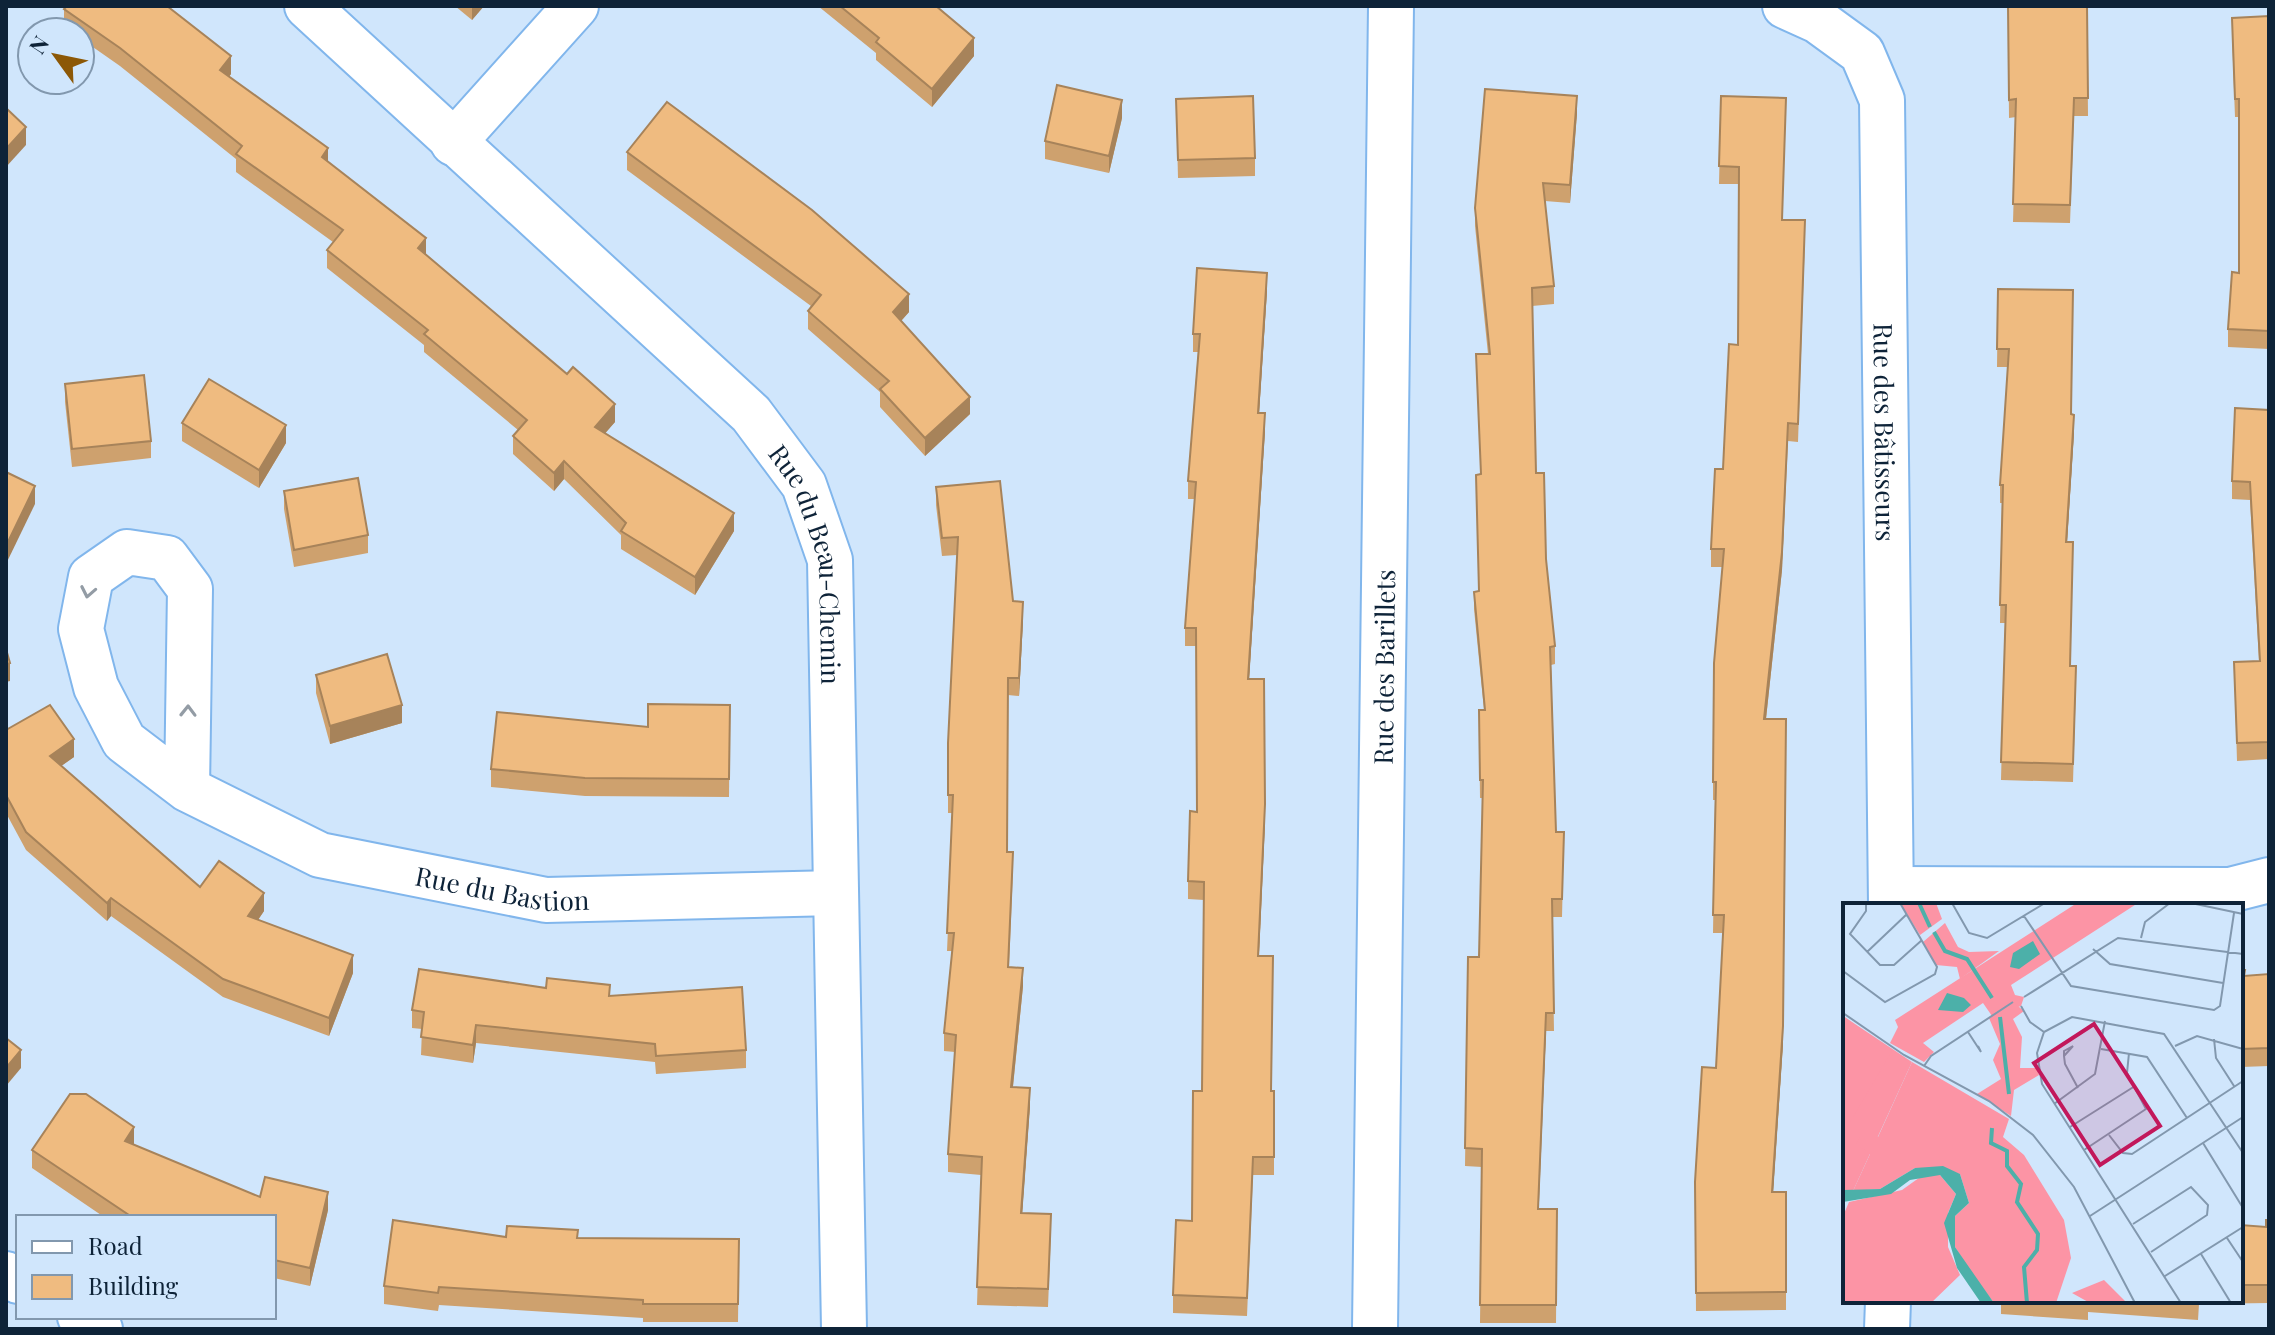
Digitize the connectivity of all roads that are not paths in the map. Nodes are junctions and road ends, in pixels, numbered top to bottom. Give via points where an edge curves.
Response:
1 (307, 6) edge
2 (576, 6) edge
3 (1391, 6) edge
4 (1785, 6) edge
5 (453, 143) junction
6 (187, 789) junction
7 (2269, 880) edge
8 (836, 893) junction
9 (1891, 897) edge
10 (1888, 1303) edge
11 (844, 1329) edge
12 (1375, 1329) edge
13 (1887, 1329) edge

1 - 5 street, Rue du Beau-Chemin
2 - 5 street
3 - 12 street, Rue des Barillets
4 - 9 street, Rue des Bâtisseurs via 1818,21 1862,53 1882,100
5 - 8 street, Rue du Beau-Chemin via 751,414 804,485 830,560
6 -> 6 street, Rue du Bastion via 190,589 167,558 127,552 91,577 81,629 96,687 124,741
6 - 8 street, Rue du Bastion via 320,855 546,900
7 - 9 street via 2230,890
8 - 11 street, Rue du Beau-Chemin
10 - 13 street

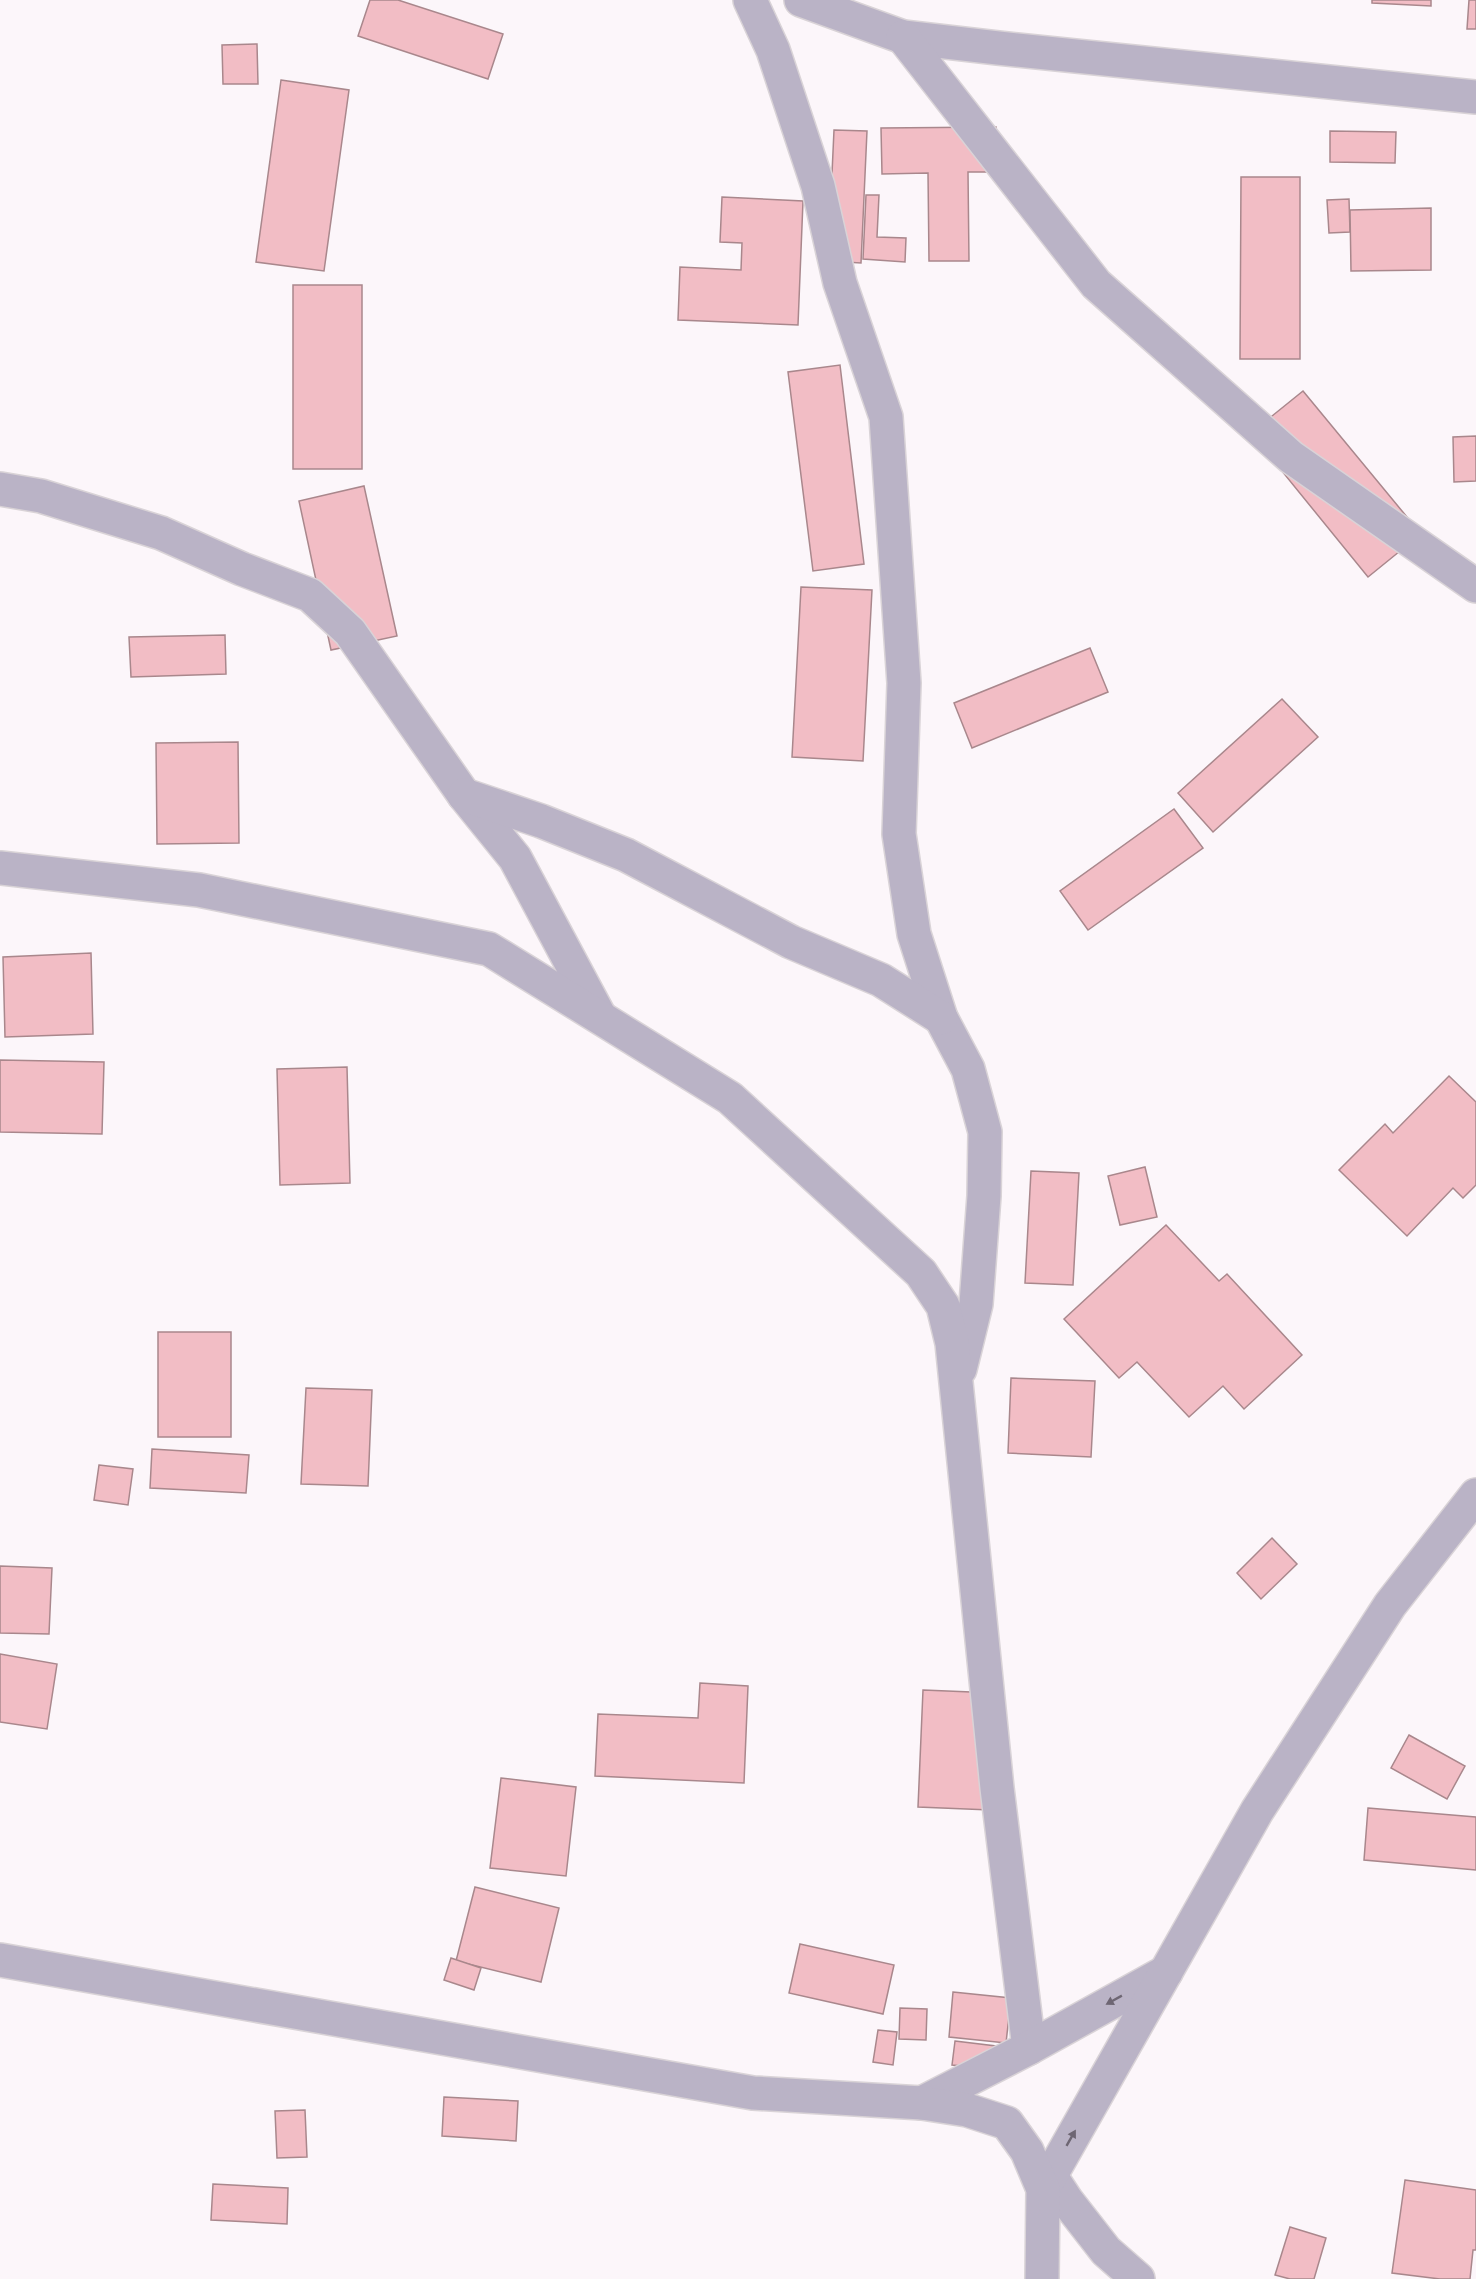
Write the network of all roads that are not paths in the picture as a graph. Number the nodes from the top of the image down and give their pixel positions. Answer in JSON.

Directions for this task: In the records above, find every line with the word "paths" and copy it.

Result for this task:
Digitize the connectivity of all roads that are not paths in the map. Nodes are junctions and road ends, in pixels, numbered top to bottom. Give via points where an edge curves.
Write the network of all roads that are not paths in the picture as a graph. Number the nodes from the top of the image down and give their pixel positions. Answer in JSON.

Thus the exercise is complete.